I need 2 pppoe con’s for 2 static ips, behind my router i have a mail/ftp etc server and some pc’s for internet use.
Here is my config.
/interface ethernet
set [ find default-name=ether3 ] comment=“PRIVATE LAN” name=ether3
set [ find default-name=ether2 ] comment=“LOCAL LAN” name=ether2
set [ find default-name=ether1 ] comment=“WAN RDS - PPPOE1 + PPPOE2” name=
ether1
/interface pppoe-client
add add-default-route=yes disabled=no interface=ether1 name=pppoe-local
password=XXX user=XXX
add add-default-route=yes disabled=no interface=ether1 name=pppoe-private
password=XXX user=XXX
/ip pool
add name=dhcp ranges=192.168.0.2-192.168.0.240
/ip dhcp-server
add address-pool=dhcp disabled=no interface=ether2 lease-time=12h name=
dhcp-local
/ip settings
set allow-fast-path=no rp-filter=loose tcp-syncookies=yes
/ip address
add address=192.168.0.1/24 interface=ether2 network=192.168.0.0
add address=192.168.1.1/24 interface=ether3 network=192.168.1.0
/ip dhcp-server network
add address=192.168.0.0/24 dns-server=213.154.124.1,8.8.8.8 gateway=192.168.0.1
netmask=24
/ip dns
set cache-size=4096KiB servers=213.154.124.1,8.8.8.8
/ip firewall filter
add chain=input comment=“Accept established connections” connection-state=
established
add chain=input comment=“Accept related connections” connection-state=
related,new
add action=accept chain=input comment=UDP protocol=udp
add action=fasttrack-connection chain=forward comment=“Accept fasttracking”
connection-state=established,related
add action=accept chain=forward connection-state=established,related
add action=accept chain=input in-interface=all-ethernet protocol=icmp
add action=accept chain=input protocol=tcp
add action=accept chain=input in-interface=pppoe-private protocol=icmp
add action=accept chain=input comment=“Accept ping from outside pppoe-local”
in-interface=pppoe-local log=yes log-prefix=ping protocol=icmp
add action=accept chain=input comment=“Accept ping from inside lan-private”
in-interface=all-ethernet log=yes log-prefix=ping protocol=icmp
add action=accept chain=input comment=“Accept ping from inside lan-local”
in-interface=ether2 log=yes log-prefix=ping protocol=icmp
add action=accept chain=input src-address=192.168.0.0/24
add action=accept chain=input src-address=192.168.1.0/24
/ip firewall mangle
add action=mark-packet chain=prerouting comment=“Mark packets for LOCAL LAN”
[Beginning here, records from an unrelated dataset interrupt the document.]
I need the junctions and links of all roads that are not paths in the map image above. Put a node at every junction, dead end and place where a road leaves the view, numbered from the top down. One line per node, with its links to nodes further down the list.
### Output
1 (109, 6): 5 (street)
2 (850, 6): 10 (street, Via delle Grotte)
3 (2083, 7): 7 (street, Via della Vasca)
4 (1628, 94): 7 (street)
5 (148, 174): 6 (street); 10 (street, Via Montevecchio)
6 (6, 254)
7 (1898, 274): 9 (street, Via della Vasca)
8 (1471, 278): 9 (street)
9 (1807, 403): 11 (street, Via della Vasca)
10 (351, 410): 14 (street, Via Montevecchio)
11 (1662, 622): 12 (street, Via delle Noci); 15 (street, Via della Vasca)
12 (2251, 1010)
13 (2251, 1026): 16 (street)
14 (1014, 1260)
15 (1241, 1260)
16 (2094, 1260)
new-packet-mark=lan-local passthrough=yes src-address=192.168.0.0/24
add action=mark-packet chain=prerouting comment=“Mark packets for PRIVATE LAN”
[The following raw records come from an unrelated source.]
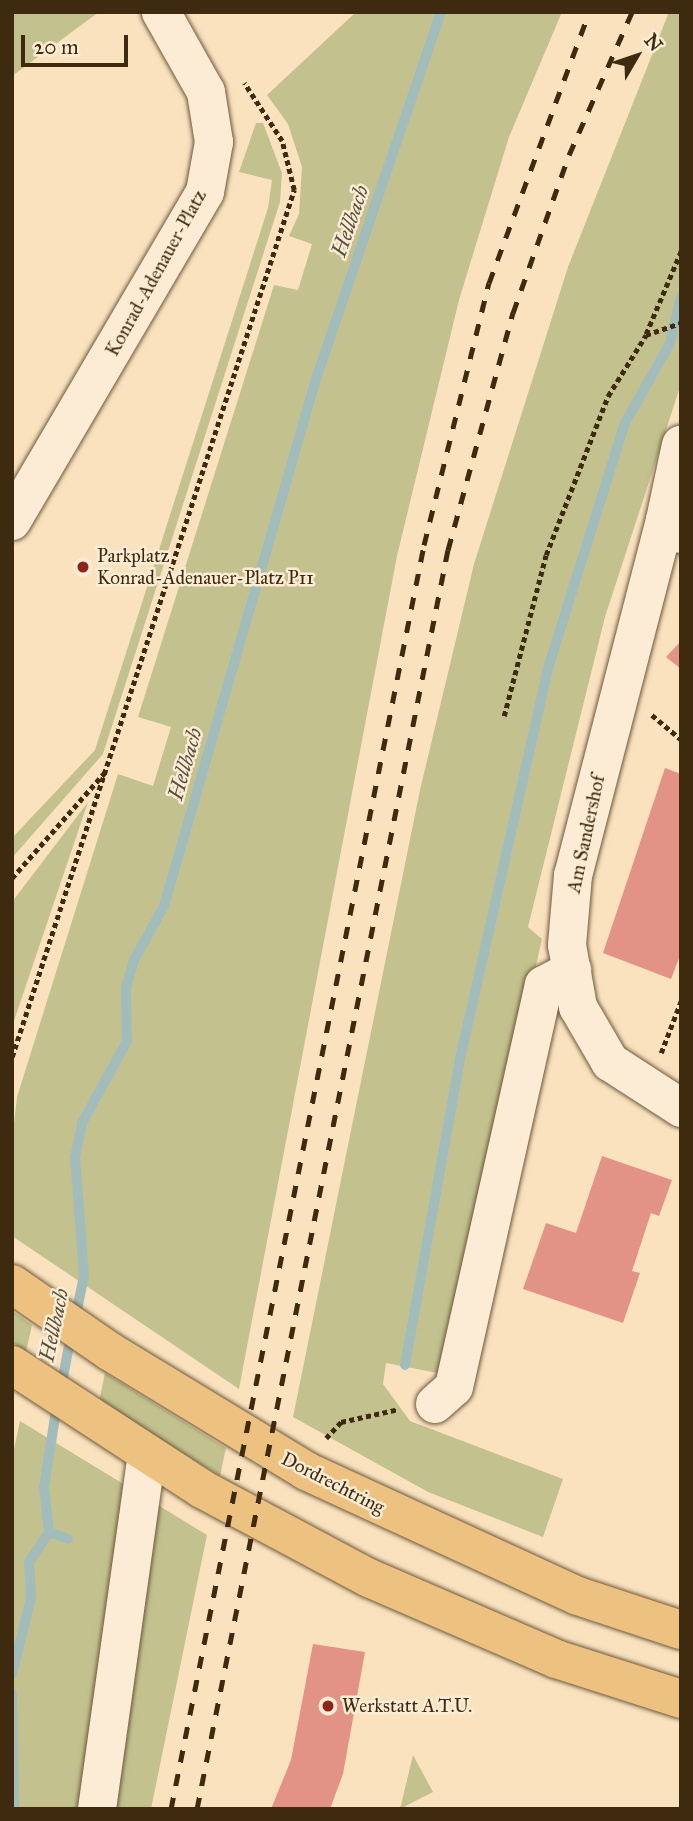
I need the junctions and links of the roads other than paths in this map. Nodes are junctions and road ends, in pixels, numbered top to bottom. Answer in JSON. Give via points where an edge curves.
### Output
{"nodes":[{"id":1,"x":161,"y":12,"type":"edge"},
{"id":2,"x":681,"y":445,"type":"edge"},
{"id":3,"x":12,"y":521,"type":"edge"},
{"id":4,"x":673,"y":527,"type":"edge"},
{"id":5,"x":572,"y":970,"type":"junction"},
{"id":6,"x":681,"y":1108,"type":"edge"},
{"id":7,"x":24,"y":1292,"type":"edge"},
{"id":8,"x":17,"y":1369,"type":"edge"},
{"id":9,"x":435,"y":1404,"type":"road end"},
{"id":10,"x":147,"y":1455,"type":"junction"},
{"id":11,"x":681,"y":1630,"type":"edge"},
{"id":12,"x":681,"y":1699,"type":"edge"},
{"id":13,"x":97,"y":1809,"type":"edge"}],
"edges":[{"from":1,"to":3,"type":"street","name":"Konrad-Adenauer-Platz","via":[[206,92],[214,142],[205,192]]},
{"from":2,"to":4,"type":"street","name":"Am Sandershof"},
{"from":4,"to":5,"type":"street","name":"Am Sandershof","via":[[573,875]]},
{"from":5,"to":6,"type":"street","name":"Am Sandershof","via":[[578,1007],[610,1062]]},
{"from":5,"to":9,"type":"street","via":[[544,985],[454,1387]]},
{"from":7,"to":11,"type":"main road","name":"Dordrechtring","via":[[109,1351],[306,1471],[565,1590]]},
{"from":8,"to":10,"type":"main road"},
{"from":10,"to":12,"type":"main road","via":[[369,1578],[469,1625]]},
{"from":10,"to":13,"type":"street"}]}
new-packet-mark=lan-private passthrough=yes src-address=192.168.1.0/24
add action=mark-routing chain=prerouting comment=
“Send packets to right routing table - LAN local” new-routing-mark=
lan-local packet-mark=lan-local passthrough=no
add action=mark-routing chain=prerouting comment=
“Send packets to right routing table - PRIVATE LAN” new-routing-mark=
lan-private packet-mark=lan-private passthrough=no
add action=mark-connection chain=output comment=
“Mark packets for right output PPPOE connections” connection-mark=no-mark
log=yes new-connection-mark=lan-local out-interface=pppoe-local
passthrough=yes
add action=mark-connection chain=output connection-mark=no-mark log=yes
new-connection-mark=lan-private out-interface=pppoe-private passthrough=yes
/ip firewall nat
add action=masquerade chain=srcnat comment=“NAT LOCAL LAN” log=yes log-prefix=
nat-local out-interface=pppoe-local src-address=192.168.0.0/24
add action=masquerade chain=srcnat comment=“NAT Private network” log=yes
log-prefix=nat-private out-interface=pppoe-private src-address=
192.168.1.0/24
/ip firewall service-port
set ftp disabled=yes
set tftp disabled=yes
set irc disabled=yes
set h323 disabled=yes
set sip disabled=yes
set pptp disabled=yes
set udplite disabled=yes
set dccp disabled=yes
set sctp disabled=yes
/ip route
add check-gateway=ping distance=1 gateway=pppoe-local routing-mark=lan-local
add check-gateway=ping distance=2 gateway=pppoe-private routing-mark=
lan-private
/ip service
set telnet disabled=yes
set ftp disabled=yes
set www port=100
set ssh disabled=yes
set api disabled=yes
set api-ssl disabled=yes
/system clock
set time-zone-name=Europe/Bucharest
/tool bandwidth-server
set enabled=no
/tool graphing interface
add interface=pppoe-local
add interface=pppoe-private
when i try to open a port with
add action=dst-nat chain=dstnat dst-address=86.120.XXX.XXX dst-port=22 protocol=tcp to-addresses=192.168.1.145 to-ports=22
i get no connection from outside.
I think i need something for input in mangle rules but i can’t find what.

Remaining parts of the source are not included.